Your objective ::
The word "الرسالة" occurs in some of the lines below; copy each of those lines.

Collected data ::
══════════════════════════════

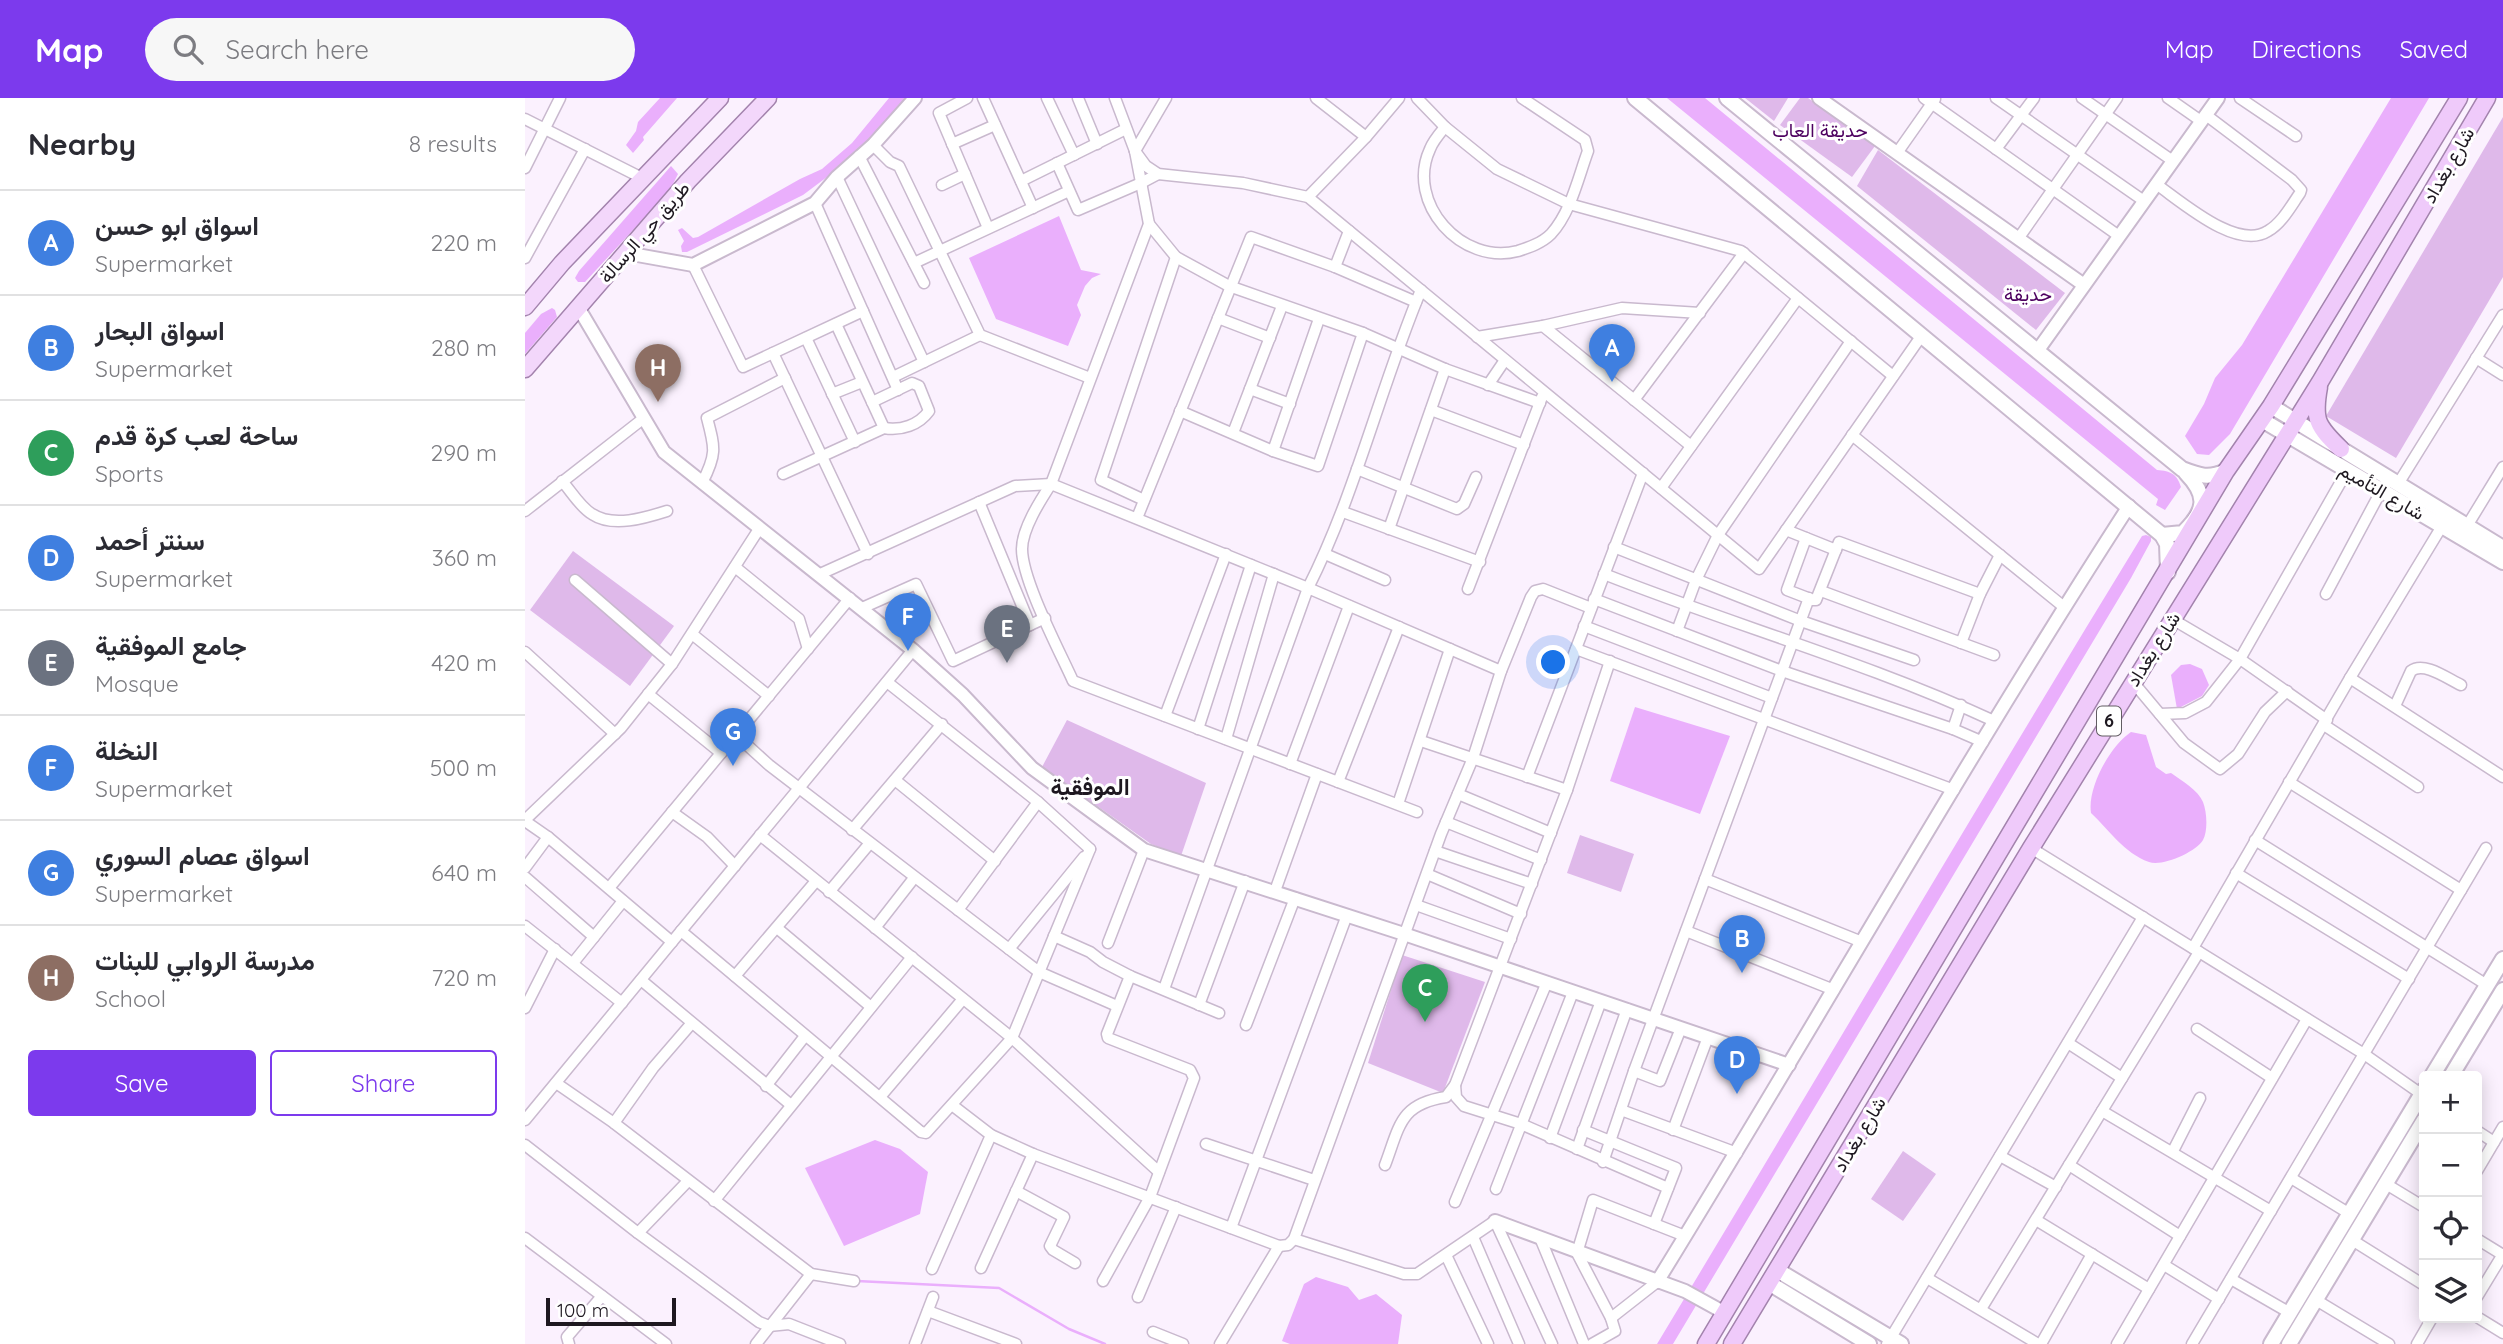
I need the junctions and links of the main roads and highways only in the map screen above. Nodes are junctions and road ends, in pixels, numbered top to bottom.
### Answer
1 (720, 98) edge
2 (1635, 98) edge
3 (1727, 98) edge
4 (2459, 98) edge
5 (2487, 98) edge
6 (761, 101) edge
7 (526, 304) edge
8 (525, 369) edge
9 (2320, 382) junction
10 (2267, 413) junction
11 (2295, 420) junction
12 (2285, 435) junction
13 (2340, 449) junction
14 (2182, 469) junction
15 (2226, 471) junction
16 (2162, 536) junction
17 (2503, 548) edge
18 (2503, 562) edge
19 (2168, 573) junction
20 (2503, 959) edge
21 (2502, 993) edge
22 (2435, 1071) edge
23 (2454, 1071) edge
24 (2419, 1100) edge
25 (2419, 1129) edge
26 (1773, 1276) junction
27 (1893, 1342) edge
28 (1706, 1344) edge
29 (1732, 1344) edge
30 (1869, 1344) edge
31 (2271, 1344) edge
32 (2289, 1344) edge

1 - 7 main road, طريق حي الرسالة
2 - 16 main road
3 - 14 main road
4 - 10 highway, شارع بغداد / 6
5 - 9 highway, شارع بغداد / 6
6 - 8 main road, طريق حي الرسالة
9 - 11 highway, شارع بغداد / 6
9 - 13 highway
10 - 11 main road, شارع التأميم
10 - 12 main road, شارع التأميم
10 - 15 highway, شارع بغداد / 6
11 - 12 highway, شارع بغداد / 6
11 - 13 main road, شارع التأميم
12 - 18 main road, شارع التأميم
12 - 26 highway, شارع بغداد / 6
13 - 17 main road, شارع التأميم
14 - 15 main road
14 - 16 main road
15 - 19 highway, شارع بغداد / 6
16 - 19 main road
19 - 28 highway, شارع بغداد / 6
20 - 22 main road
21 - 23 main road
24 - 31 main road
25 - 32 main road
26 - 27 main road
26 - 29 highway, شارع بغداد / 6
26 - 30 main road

══════════════════════════════

Task answer ::
1 - 7 main road, طريق حي الرسالة
6 - 8 main road, طريق حي الرسالة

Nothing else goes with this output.